Installée ainsi, en attendant leurs coupes, dans l’ombre bleue des façades, Julia se sentit bien, l’impression de retrouver son assise. Vadim parlait d’une pentalogie de romans dont il avait eu la « folie » de débuter la lecture, c’était un grand dévoreur de bouquins, Julia était plus parcimonieuse, en lisait beaucoup moins que lui. Un vélo qui passait dans la rue lui envoya l’éclat de soleil de son rétroviseur. Une mouette glissait au-dessus de leurs têtes en ricanant.

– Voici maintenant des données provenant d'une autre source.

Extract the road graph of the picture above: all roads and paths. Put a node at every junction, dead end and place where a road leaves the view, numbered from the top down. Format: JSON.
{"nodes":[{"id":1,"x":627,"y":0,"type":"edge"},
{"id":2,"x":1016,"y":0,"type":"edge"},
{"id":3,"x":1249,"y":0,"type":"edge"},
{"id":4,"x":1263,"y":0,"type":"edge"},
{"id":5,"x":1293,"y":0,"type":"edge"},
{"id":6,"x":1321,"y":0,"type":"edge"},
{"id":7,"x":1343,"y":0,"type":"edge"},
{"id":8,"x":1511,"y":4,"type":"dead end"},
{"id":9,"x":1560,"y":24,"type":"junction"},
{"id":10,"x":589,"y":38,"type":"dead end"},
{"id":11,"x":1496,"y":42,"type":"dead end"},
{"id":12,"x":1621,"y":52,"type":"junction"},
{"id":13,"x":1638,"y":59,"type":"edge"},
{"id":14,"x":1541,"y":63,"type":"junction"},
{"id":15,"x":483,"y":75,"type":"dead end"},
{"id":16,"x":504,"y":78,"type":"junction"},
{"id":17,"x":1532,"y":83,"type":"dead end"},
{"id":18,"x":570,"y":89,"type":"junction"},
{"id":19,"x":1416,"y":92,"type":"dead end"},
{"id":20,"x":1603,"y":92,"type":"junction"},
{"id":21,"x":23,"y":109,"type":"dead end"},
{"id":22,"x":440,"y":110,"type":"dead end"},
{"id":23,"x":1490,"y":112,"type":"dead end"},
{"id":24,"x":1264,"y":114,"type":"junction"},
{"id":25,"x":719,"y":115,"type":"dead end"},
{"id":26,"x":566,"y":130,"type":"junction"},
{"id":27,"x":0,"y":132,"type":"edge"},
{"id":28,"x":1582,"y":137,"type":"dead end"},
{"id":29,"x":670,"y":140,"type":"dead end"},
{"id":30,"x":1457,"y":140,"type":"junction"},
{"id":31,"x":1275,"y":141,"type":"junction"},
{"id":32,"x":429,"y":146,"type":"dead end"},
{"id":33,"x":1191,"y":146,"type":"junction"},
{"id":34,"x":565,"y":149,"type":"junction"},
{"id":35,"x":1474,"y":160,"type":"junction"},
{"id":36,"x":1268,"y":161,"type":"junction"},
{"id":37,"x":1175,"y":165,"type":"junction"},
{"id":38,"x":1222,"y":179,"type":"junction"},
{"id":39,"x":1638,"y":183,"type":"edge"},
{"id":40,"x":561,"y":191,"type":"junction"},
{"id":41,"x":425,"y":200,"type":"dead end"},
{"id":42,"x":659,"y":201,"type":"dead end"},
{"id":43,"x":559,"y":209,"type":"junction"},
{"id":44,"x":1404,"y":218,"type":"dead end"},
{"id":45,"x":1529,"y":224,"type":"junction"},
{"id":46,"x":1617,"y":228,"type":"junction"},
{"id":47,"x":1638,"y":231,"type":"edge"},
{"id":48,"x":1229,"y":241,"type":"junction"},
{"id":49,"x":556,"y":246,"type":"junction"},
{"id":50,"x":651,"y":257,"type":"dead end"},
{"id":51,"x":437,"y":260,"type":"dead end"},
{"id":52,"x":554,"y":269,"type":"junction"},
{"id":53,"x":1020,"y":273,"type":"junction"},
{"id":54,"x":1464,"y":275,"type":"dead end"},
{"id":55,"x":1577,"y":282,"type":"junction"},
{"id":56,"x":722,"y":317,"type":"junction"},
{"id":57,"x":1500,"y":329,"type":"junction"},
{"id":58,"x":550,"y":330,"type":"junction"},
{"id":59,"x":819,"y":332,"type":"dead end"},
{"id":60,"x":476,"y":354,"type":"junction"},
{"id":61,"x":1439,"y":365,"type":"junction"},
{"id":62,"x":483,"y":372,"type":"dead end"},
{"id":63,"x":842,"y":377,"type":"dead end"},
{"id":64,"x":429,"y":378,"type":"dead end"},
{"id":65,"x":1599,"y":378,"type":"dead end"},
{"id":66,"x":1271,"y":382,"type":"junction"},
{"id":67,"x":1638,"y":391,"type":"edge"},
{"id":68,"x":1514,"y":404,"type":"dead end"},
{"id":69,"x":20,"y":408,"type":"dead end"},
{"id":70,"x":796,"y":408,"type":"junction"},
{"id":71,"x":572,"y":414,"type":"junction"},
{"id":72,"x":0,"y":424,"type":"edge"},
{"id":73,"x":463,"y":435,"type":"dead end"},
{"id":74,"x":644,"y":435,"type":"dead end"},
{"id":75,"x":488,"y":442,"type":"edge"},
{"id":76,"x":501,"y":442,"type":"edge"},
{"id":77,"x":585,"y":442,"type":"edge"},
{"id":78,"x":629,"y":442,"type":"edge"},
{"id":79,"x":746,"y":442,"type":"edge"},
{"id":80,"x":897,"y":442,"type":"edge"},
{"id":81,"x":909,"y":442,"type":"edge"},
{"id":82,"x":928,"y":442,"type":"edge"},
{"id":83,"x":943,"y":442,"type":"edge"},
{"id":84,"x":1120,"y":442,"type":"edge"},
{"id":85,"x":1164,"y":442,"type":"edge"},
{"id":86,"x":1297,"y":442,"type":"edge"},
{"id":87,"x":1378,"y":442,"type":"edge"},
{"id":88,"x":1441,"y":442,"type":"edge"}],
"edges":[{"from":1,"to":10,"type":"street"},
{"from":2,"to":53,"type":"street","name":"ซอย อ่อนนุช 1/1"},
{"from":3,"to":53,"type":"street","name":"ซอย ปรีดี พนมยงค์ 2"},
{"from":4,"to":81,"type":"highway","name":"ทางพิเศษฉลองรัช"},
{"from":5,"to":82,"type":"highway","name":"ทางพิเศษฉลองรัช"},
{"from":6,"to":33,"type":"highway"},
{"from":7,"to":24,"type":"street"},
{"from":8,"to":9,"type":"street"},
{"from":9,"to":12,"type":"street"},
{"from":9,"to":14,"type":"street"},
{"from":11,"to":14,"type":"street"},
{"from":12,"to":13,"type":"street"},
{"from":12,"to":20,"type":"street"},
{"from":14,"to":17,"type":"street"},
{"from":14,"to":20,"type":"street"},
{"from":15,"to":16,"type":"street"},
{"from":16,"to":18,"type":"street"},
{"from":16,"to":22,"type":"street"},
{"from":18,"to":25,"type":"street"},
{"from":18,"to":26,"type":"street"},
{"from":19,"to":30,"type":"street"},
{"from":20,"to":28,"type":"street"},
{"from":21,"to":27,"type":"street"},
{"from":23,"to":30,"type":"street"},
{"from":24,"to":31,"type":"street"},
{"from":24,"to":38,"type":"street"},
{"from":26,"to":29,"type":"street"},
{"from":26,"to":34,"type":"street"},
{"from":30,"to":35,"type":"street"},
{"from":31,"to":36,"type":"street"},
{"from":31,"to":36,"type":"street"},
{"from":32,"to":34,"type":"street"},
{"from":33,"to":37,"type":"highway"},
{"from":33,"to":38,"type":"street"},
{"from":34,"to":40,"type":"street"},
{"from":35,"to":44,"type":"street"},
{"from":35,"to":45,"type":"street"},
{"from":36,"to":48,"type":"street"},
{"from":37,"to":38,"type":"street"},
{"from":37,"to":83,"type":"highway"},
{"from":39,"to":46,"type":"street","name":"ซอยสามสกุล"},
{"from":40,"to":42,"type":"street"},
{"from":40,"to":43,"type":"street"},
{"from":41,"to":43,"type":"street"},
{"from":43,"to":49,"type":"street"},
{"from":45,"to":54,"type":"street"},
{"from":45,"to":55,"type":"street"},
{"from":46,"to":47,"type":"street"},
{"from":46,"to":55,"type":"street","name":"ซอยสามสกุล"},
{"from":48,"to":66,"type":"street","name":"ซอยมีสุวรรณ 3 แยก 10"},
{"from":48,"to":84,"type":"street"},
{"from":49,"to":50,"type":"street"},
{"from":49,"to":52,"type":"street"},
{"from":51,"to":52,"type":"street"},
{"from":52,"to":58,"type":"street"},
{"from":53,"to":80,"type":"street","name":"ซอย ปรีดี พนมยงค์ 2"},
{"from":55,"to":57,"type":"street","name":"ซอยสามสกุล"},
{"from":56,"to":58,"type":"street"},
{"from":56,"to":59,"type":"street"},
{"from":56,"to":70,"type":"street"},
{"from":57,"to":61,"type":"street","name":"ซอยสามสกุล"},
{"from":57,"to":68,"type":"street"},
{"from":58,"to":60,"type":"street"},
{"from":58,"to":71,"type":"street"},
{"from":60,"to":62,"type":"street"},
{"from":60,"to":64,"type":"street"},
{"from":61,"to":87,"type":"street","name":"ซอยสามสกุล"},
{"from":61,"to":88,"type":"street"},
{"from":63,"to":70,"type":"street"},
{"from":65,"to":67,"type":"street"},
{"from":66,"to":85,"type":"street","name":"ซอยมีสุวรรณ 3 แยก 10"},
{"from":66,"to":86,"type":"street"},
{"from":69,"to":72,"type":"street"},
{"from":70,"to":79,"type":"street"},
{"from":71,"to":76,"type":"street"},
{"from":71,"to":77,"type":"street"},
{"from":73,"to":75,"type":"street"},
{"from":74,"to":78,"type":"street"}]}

« Tu penses à quoi ? » demanda Vadim après qu’ils ont commencé à déguster leurs glaces en silence.
« Toute action de l’esprit est aisée si elle n’est pas soumise au réel, déclara Julia.
— Qu’est-ce donc ?
— Une citation de Proust.
— Oh, madame est snob. Encore ta francophilie.
— Oui, confirma la jeune fille, songeuse. Mais je cherche à inverser les termes de cette formule, qui me tourne en tête depuis cette nuit.
— Je ne comprends rien à ce que tu racontes », s’amusa Vadim.
Julia grogna vaguement, continua à manger sa glace. Il y eut une brève mare de silence, la surface brouillée par les heurts sourds d’un train qui passait un peu plus loin. Au-dessus de la terrasse, un arbre frissonnait, léger.